HEALTH INSURANCE IN DEVELOPED COUNTRIES

Among the developed countries in the world, the majority of nations employs some type of universal

healthcare system. Universal healthcare can be defined as ‘physical and financial access to necessary healthcare of good quality for all persons in a society’ (Kutzin, 2000: 2), and hence is available to all,

irrespective of income or status.

Naturally, such nationwide health insurance systems did not develop overnight. Abel-Smith (1999) provides a brief historical description of how Western European countries initiated and extended the coverage of their health insurance schemes, up until the point all residents of a country are similarly covered under one health insurance system.

As Abel-Smith (1999) notes, many of the first health insurance schemes were initiated by workers themselves, either linked by a similar profession, or bound by geographical borders. Initially, only few insurance funds were started by employers. With the expansion of the system, healthcare providers themselves also started operating health insurance schemes, in order to ensure that their profits were not eroded by independent insurance collectives who had a strong bargaining position.

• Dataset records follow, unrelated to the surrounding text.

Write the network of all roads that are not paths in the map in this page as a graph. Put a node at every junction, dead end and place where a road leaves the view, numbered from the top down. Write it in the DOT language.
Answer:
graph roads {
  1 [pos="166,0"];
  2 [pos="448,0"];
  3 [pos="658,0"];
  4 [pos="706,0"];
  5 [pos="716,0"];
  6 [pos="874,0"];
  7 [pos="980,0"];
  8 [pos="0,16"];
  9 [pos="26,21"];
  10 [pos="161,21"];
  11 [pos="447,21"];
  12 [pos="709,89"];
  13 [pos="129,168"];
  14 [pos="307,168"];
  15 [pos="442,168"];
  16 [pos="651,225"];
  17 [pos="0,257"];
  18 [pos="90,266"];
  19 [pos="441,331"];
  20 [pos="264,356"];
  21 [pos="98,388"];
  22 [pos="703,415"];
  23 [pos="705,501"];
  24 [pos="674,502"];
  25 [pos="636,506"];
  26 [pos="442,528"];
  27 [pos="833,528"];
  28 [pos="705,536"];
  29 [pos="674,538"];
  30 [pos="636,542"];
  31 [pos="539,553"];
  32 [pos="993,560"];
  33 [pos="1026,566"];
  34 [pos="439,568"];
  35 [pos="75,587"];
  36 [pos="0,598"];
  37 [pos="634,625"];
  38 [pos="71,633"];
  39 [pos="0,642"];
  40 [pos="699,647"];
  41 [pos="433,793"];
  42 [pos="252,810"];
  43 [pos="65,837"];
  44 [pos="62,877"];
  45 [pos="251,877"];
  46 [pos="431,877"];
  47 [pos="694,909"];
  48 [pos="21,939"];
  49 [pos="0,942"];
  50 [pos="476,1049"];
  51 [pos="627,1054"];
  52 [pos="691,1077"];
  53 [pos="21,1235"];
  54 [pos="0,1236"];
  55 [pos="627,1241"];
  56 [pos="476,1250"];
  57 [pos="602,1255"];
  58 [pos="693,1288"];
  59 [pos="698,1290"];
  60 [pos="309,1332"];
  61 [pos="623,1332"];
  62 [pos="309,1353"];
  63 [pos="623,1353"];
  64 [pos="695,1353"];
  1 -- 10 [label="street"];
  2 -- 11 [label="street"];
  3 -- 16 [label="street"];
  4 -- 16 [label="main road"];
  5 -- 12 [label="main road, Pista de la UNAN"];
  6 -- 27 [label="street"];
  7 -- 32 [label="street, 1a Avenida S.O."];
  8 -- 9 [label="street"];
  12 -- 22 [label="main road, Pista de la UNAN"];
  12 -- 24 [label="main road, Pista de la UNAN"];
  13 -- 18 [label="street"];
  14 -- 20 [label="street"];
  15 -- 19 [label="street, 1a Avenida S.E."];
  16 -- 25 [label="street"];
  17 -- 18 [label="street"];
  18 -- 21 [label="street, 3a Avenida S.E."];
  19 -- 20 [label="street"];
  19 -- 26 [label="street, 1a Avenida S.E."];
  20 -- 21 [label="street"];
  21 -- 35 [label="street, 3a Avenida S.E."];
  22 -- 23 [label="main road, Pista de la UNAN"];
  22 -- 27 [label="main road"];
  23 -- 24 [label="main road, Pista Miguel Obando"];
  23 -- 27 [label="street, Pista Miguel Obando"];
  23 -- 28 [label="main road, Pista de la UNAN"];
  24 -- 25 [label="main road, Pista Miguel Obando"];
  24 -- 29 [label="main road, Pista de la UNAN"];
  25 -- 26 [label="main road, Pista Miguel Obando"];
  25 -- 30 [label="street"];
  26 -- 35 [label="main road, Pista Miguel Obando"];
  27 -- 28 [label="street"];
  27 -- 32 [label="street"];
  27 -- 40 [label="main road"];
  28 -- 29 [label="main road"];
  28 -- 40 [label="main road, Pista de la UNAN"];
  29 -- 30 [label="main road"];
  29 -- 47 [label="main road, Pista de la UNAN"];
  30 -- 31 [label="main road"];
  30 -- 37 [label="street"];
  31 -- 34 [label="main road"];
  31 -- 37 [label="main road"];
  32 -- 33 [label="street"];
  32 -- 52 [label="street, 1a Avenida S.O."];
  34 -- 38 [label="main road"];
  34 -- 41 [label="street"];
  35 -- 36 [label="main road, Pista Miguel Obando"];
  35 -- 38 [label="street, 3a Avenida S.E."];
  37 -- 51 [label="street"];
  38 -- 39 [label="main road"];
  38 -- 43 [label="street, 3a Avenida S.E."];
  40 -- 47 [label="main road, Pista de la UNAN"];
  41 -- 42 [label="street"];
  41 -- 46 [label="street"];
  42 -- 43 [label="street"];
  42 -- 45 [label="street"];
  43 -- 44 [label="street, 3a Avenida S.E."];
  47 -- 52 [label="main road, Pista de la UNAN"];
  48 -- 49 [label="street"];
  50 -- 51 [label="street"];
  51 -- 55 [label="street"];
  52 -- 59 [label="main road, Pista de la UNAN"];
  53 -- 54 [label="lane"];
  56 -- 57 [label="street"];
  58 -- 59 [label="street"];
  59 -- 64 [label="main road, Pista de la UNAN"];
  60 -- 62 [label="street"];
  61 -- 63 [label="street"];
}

In 1883, Germany was the first country to engage in a mandatory health insurance scheme for all workers (Saltman and Dubois, 2004). Such a system had the advantage that all employers were required to contribute as well, facilitating also the lower income groups to participate in the scheme. Moreover, the premiums did not depend on health status or family size, resulting in an equal, nationwide coverage for all inhabitants.

From there on, the system was extended to the self-employed sector (particularly farmers, fisherman and the like, who did not have an employer to share the premium), by a variety of different methods employed by different countries. Examples were highly subsidized state hospitals, such that the premium was low for all insured individuals, or subsidizing only the self-employed individuals. Moreover, premium collection for the self-employed could be based on taxes paid on the amount of land, on the harvest produced, or on the farmer’s stated income (Abel-Smith, 1999). The initial universal healthcare coverage was a fact.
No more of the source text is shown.